When the BENGHAZI! Mentality Collides With Economic Policy

While the movement conservative obsession with Benghazi is annoying, it really is part of a larger piece:

invisible light bulb vigilantes, who think that international disarmament means you won’t be able to own a handgun, who think ceiling fan regulations are an assault on OUR FREEDOM!, who think finding out how medical interventions perform will lead to death panels, who think smart electric meters are part of a nefarious monitoring plot (even as they don’t really seem upset about the ongoing domestic surveillance revelations), and who think the detailed Census infringes upon OUR FREEDOM! (THEY MAY TAKE OUR LIVES, BUT THEY’LL NEVER COUNT OUR TOILET BOWLS! WOLVERINES!)

When you consider the conservative belief that ob-gyns who perform abortions are supposedly in it for the money, it ceases to be funny. These bizarre fantasies have also led to horrible labor policies (boldface mine):

Take the case of tipped workers and the minimum wage. In most states, tipped workers earn an hourly wage that is less than the federal minimum — the federal subminimum wage for tipped workers is $2.13 per hour — because they’re supposed to make up the rest in tips. (They often don’t; the poverty rate among waiters and waitresses is 250 percent higher than it is among the general work force.) But non-serving staff who don’t get tips must be paid the minimum wage.

Republican state legislators have devised a way around that. In 2011, lawmakers in Wyoming introduced a bill that would have allowed restaurants and other employers to force their serving staff to pool their tips; tips would be redistributed among the nonserving staff, who could then be paid the subminimum wage. That same year, Maine legislators passed a bill declaring that “service charges” were not tips at all. Because they aren’t tips, they don’t belong to the serving staff. Employers can pocket them — without informing customers — whether they redistribute them among the staff or keep them.

In Florida, legislators went so far as to attempt to ban municipalities from enforcing wage theft laws. The only way someone who isn’t a sociopath could possibly think workers should be treated like this is if they’ve made up bogeymen, such as these (boldface mine):

He is saying it’s OK to pay those people less money than needed to live because, in his mind, they are lesser humans – sub-beings with, according to him, no skills.

These are people who get to work every day, who perform duties prescribed by their employers, and whose production provides profits for the companies employing them. The firms hiring grocery stockers and waitresses and car wash attendants need these workers to execute specific tasks so that the corporations can make money and pay their CEOs millions of dollars. Only when these workers are denigrated as subhuman can CEOs and Republicans justify paying them sub-living wages.

Lest you think this is a misinterpretation of their motives, consider this legislation (boldface mine):

The overall thrust of this state legislation is to create workers who are docile and employers who are empowered. That may be why Republican legislators in Idaho, Wisconsin, Michigan, Maine, Ohio, Minnesota, Utah and Missouri have been so eager to ease restrictions on when and how much children can work. High schoolers should learn workplace virtues, says the conservative commentator Ben Stein, like “not talking back.” Early exposure to employment will teach 12-year-olds, as the spokesman of an Idaho school district put it, that “you have to do what you’re asked, what your supervisor is telling you.”

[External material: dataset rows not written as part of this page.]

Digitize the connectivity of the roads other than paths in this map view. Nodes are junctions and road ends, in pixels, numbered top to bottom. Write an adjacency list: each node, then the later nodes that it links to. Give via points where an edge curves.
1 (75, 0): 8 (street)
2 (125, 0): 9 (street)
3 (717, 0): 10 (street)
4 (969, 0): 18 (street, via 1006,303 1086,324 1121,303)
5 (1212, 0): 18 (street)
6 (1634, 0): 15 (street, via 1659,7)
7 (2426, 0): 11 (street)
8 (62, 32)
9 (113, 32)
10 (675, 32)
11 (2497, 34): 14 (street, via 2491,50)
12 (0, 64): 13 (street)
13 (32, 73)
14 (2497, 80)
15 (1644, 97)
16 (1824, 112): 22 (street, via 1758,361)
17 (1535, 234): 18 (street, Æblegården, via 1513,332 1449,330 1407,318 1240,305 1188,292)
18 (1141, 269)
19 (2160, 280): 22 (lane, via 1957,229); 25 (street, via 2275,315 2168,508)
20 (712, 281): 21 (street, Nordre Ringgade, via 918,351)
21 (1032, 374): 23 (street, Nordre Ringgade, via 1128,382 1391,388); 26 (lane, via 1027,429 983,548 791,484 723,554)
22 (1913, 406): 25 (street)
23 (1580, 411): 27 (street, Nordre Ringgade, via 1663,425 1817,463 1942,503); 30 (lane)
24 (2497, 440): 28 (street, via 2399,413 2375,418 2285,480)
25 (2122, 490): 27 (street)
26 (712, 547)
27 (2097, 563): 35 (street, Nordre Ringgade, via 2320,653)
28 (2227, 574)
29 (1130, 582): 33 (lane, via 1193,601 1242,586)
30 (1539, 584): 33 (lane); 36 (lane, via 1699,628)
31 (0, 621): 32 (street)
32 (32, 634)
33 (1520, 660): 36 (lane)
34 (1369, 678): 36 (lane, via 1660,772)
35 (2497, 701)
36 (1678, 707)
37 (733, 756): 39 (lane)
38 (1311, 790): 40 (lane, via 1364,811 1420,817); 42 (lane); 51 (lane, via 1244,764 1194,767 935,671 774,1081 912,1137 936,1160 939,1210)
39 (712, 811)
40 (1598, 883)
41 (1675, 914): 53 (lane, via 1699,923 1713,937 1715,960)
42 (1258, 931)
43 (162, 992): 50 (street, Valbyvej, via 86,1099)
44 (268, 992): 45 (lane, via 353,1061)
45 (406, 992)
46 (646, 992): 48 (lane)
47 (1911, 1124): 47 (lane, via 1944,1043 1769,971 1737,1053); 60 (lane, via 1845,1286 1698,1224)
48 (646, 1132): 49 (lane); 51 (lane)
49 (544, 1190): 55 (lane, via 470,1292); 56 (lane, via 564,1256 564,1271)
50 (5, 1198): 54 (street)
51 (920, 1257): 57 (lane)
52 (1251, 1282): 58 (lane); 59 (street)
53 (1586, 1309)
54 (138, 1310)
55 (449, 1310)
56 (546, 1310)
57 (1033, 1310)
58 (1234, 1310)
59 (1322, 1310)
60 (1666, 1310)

And if workers don’t learn that lesson in junior high, recent Republican changes to state unemployment codes will ensure that they learn it as adults. In 2011, Florida stipulated that any employee fired for “deliberate violation or disregard of the reasonable standards of behavior which the employer expects” would be ineligible for unemployment benefits. Arkansas passed a similar amendment (“violation of any behavioral policies of the employer”). The following year so did South Carolina (“deliberate violations or disregard of standards of behavior which the employer has the right to expect”) and Tennessee. The upshot of these changes is that any employee breaking the rules of her employer — be they posting comments about work on Facebook, dating a co-worker or an employee from a rival firm, going to the bathroom without permission — can be fired and denied unemployment. Faced with that double penalty, any worker might think twice about crossing her boss.

It’s sort of funny when conservatives flip out over energy-saving light bulbs. But when the imaginary world, populated with non-existent evils, they live in affects the fundamentals of our lives, it’s no longer amusing or eye-rolling.

At this point, movement conservatism is little more than a communicable mass psychosis.